SPCA’s education strategy is based on evidence from international research in the field of animal welfare education. This research highlights that the most effective time to provide education of this type is between 7 and 12 years of age, therefore SPCA’s initial focus was to develop a primary and intermediate school education programme.
The programme has been uniquely designed by New Zealand classroom teachers, for classroom teachers, and aligns to the New Zealand Curriculum values, key competencies and learning areas, making animal welfare a real-life, meaningful context to apply and learn through, rather than a stand-alone, forgettable one-off session.
SPCA were fortunate to receive ongoing advice and guidance from Mary Chamberlain – Evaluation Associates Consultant and contract an independent research company – New Zealand Council for Educational Research (NZCER) to evaluate the entire education programme, to ensure all developments were evidence-based.
SPCA recognises the importance of teaching children to love and respect animals from a young age. This is why SPCA extended their education programme to include resources for early learning.
SPCA’s Education Programme consists of three interlinked components that encourage teachers, children, parents and the community to think, learn and act together to achieve positive, empathetic and compassionate outcomes for human and non-human members of society.
The first component is SPCA’s Teachers’ Portal:www.spca.nz/teachers
Free online resources designed for early childhood educators and classroom teachers of Years 1-9 that provide real-life, meaningful contexts for teaching and learning.
The second component is SPCA’s Kids’ Portal: www.spca.nz/kids
An interactive and engaging learning tool that children can use to research and find all the information they need when being taught by a classroom teacher using the SPCA Teachers’ Portal resources. Content is delivered in a range of formats, which we hope will engage all levels and types of learners.
On the portal, children can:
The third component is SPCA’s Instructional Readers: www.spca.nz/storybooks
Available in five different languages and levelled in alignment with the Ministry of Education’s colour wheel, these books can be seamlessly integrated into school reader collections and classroom literacy programmes.

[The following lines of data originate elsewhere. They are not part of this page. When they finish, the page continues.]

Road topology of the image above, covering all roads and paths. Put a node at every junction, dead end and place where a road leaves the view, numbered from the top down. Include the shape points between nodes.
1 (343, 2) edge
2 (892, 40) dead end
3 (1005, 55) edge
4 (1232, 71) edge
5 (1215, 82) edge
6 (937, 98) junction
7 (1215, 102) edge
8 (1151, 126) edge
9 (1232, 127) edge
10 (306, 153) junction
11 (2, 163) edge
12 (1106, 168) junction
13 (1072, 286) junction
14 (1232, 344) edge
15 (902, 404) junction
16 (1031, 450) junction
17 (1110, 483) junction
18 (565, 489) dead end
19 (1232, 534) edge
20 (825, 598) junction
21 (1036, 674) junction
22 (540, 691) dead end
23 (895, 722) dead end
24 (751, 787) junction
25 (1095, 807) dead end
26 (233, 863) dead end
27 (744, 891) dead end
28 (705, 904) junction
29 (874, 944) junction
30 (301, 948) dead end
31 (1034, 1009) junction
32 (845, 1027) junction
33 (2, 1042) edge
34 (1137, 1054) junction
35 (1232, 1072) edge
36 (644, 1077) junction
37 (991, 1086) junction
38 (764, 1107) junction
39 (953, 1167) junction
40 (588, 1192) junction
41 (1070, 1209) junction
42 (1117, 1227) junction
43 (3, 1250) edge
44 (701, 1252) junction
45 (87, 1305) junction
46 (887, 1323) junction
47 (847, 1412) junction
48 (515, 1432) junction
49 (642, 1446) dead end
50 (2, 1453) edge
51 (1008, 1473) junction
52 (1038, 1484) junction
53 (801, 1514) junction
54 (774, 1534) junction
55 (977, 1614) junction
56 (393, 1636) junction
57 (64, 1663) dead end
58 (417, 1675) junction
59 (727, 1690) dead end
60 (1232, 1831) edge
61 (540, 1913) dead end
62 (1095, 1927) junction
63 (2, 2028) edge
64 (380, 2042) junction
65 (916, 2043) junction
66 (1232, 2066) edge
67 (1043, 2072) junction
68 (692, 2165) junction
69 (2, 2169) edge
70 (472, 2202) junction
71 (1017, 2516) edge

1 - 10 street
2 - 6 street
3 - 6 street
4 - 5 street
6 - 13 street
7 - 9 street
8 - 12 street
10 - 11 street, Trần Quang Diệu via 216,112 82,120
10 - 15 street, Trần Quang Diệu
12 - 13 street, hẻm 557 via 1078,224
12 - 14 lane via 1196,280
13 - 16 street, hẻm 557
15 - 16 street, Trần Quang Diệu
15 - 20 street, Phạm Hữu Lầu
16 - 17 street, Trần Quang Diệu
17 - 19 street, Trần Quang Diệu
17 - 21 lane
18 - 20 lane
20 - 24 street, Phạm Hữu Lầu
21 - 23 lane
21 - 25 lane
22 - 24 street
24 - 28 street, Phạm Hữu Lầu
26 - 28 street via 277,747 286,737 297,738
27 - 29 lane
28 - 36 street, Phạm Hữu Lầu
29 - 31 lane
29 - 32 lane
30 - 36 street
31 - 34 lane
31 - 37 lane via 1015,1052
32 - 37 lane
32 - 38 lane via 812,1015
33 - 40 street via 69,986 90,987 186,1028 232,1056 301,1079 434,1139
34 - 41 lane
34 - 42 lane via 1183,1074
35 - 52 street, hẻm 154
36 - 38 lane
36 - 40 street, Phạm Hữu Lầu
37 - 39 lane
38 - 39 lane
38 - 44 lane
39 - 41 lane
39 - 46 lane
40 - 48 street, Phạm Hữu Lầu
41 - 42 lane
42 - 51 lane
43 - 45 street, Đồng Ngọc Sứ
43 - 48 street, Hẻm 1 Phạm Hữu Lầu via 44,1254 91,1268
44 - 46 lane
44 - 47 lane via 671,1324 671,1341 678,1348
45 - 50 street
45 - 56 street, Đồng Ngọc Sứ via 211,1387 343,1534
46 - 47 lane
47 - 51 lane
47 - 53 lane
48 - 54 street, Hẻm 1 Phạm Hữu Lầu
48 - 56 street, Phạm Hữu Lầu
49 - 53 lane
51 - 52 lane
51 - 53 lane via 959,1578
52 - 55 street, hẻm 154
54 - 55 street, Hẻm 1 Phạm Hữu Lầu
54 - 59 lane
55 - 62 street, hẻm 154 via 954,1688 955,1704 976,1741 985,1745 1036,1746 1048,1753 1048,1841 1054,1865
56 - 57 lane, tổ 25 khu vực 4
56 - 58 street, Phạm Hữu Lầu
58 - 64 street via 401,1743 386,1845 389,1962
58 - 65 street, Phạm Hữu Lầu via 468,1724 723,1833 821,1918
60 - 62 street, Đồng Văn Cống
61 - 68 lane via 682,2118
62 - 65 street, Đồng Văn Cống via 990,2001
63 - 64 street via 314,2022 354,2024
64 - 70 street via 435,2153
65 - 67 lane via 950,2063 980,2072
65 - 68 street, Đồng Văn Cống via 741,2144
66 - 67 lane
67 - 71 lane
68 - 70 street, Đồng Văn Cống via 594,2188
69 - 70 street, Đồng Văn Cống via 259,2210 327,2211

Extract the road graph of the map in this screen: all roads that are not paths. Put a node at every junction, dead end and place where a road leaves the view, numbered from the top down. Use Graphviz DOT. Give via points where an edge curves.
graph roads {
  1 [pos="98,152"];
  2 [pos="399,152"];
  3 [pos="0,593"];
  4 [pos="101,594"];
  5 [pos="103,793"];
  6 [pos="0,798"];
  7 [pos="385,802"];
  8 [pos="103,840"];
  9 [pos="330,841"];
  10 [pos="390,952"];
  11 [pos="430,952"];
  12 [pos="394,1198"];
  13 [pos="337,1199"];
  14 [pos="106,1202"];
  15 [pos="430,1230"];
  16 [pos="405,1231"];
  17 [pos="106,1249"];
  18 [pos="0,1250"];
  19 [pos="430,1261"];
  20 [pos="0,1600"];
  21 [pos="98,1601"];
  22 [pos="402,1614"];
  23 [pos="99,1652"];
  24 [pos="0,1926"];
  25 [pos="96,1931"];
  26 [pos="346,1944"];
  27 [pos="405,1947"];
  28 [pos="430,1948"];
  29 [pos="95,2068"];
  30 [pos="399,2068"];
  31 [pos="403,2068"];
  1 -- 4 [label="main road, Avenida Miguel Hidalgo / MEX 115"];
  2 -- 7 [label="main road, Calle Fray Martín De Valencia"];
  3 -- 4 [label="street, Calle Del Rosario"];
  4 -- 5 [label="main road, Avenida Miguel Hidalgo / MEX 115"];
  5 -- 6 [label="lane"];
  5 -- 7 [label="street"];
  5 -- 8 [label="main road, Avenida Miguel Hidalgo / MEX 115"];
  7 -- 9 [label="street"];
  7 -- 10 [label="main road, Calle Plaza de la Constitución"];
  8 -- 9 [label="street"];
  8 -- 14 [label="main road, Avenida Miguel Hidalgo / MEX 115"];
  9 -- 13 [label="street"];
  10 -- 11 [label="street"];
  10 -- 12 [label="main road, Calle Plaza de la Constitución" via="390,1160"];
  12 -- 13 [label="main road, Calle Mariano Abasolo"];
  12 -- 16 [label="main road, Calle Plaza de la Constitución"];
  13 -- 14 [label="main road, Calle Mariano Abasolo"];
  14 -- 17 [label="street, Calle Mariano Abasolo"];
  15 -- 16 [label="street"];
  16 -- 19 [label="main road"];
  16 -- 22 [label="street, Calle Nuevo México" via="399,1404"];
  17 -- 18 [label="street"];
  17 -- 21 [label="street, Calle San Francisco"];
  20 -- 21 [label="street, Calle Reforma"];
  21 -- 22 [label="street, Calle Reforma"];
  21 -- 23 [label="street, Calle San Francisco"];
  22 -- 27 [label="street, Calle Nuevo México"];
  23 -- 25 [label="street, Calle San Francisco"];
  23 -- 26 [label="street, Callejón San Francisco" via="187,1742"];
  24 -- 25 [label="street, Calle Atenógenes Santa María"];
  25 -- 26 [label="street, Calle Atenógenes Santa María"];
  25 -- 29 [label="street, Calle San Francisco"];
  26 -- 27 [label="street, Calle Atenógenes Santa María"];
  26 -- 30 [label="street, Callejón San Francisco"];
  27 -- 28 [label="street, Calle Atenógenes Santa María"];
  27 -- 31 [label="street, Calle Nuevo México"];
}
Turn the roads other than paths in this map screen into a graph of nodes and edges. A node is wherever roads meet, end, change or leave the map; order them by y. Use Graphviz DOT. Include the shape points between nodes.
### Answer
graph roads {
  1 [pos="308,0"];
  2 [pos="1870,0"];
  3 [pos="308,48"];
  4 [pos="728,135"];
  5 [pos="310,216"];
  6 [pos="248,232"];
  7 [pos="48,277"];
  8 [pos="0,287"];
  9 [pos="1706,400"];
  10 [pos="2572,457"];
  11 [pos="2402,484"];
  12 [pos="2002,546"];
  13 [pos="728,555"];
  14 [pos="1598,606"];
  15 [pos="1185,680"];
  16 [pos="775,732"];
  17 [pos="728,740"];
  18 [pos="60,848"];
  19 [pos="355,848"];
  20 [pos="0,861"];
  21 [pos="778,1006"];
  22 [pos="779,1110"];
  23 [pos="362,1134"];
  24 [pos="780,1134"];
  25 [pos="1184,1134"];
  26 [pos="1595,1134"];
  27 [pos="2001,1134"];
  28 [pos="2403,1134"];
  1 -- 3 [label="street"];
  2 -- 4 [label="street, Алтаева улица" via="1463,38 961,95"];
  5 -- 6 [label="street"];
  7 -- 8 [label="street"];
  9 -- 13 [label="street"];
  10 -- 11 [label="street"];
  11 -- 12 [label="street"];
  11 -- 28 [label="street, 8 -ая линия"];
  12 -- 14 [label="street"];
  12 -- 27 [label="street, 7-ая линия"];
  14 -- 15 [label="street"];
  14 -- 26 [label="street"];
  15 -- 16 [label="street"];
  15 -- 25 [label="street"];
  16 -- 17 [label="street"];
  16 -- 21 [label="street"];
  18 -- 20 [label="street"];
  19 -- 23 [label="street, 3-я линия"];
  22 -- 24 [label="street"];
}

The objective of each original story is to teach core animal care and wellbeing lessons through engaging, emotive and thought-provoking stories, whilst increasing children’s reading mileage and supporting the development of their reading skills and strategies.
It is our hope that by working together with schools and families, we can raise a generation of children who have learned empathy and compassion, a generation who encourage the humane treatment of all animals, giving them the love and respect they deserve and preventing cruelty being inflicted upon them.
Given the correlation between human violence and animal cruelty, we are confident that developing the hearts and minds of our future generations in this way will not only improve the world for animals, but for humans as well.